*What you will do*: Return each line of the entries that holds the string "Include".

[[ Data to examine, beginning ]]

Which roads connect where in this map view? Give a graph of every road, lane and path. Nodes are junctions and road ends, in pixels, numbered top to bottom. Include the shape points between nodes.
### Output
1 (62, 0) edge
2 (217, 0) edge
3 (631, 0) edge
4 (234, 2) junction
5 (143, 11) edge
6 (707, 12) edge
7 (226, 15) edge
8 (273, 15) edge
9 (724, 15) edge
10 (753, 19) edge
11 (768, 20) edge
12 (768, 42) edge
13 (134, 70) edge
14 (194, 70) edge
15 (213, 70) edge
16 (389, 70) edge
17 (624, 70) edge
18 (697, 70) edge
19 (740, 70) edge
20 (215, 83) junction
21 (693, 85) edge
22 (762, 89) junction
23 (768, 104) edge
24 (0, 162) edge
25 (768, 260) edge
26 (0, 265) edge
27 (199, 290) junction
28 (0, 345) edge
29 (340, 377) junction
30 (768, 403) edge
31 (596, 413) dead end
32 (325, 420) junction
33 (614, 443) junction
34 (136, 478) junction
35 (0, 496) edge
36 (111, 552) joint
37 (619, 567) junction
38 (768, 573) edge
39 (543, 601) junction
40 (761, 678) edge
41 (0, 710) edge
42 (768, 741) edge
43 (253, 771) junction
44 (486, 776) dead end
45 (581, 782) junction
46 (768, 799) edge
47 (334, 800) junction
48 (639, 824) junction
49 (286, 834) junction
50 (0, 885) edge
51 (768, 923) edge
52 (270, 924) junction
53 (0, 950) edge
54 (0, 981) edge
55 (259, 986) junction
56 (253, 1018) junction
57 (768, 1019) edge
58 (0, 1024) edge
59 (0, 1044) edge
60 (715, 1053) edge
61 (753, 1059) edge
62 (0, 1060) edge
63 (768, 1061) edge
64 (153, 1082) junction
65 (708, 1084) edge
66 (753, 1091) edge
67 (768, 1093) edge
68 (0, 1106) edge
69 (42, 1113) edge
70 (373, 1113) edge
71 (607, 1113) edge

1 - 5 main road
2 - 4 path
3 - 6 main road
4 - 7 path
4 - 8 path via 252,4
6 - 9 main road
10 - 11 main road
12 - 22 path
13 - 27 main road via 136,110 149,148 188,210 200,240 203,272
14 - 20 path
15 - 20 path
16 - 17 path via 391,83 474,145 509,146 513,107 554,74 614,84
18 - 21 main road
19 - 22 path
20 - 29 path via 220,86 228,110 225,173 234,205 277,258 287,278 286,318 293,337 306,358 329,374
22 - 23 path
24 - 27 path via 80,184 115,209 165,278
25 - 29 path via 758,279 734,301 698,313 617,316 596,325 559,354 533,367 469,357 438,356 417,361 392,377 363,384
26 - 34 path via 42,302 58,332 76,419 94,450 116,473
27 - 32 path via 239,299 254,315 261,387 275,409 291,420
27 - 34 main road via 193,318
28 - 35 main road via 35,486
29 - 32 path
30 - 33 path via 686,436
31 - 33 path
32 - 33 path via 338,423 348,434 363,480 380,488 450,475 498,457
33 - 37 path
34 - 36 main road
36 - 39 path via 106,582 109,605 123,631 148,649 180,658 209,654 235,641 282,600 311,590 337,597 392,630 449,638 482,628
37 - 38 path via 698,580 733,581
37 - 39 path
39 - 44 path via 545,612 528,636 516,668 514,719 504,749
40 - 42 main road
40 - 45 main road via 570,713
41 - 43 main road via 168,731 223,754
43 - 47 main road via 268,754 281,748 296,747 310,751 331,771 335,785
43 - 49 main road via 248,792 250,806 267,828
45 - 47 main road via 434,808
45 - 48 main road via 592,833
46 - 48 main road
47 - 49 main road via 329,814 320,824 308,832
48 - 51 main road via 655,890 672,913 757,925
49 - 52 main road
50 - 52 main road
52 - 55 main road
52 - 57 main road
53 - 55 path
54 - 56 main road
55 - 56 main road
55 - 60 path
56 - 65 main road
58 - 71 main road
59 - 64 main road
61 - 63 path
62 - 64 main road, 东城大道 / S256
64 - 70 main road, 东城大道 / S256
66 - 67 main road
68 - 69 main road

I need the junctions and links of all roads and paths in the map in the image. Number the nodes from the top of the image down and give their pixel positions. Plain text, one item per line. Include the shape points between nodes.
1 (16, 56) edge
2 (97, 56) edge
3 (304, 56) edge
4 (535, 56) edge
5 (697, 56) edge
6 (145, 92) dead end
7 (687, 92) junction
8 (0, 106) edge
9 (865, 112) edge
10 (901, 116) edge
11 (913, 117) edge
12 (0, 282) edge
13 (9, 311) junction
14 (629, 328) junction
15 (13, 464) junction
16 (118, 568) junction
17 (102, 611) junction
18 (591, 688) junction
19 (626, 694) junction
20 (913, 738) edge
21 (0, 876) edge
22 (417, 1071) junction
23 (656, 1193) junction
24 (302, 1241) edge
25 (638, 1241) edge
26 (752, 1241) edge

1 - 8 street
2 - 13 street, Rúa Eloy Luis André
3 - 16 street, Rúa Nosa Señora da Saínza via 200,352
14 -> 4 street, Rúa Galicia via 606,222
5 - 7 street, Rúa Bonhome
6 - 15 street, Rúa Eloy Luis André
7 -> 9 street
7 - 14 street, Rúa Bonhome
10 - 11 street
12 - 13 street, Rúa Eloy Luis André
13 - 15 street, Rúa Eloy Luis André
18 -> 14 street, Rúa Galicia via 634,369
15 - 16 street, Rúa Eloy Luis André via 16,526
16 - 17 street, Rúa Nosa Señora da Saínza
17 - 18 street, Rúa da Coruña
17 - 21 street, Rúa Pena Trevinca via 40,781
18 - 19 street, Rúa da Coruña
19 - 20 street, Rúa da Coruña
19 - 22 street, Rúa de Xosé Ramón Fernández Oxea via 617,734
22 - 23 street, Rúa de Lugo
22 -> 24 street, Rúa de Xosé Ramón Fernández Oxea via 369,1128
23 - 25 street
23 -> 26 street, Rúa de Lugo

[[ Data to examine, end ]]

*Task response*:
Which roads connect where in this map view? Give a graph of every road, lane and path. Nodes are junctions and road ends, in pixels, numbered top to bottom. Include the shape points between nodes.
I need the junctions and links of all roads and paths in the map in the image. Number the nodes from the top of the image down and give their pixel positions. Plain text, one item per line. Include the shape points between nodes.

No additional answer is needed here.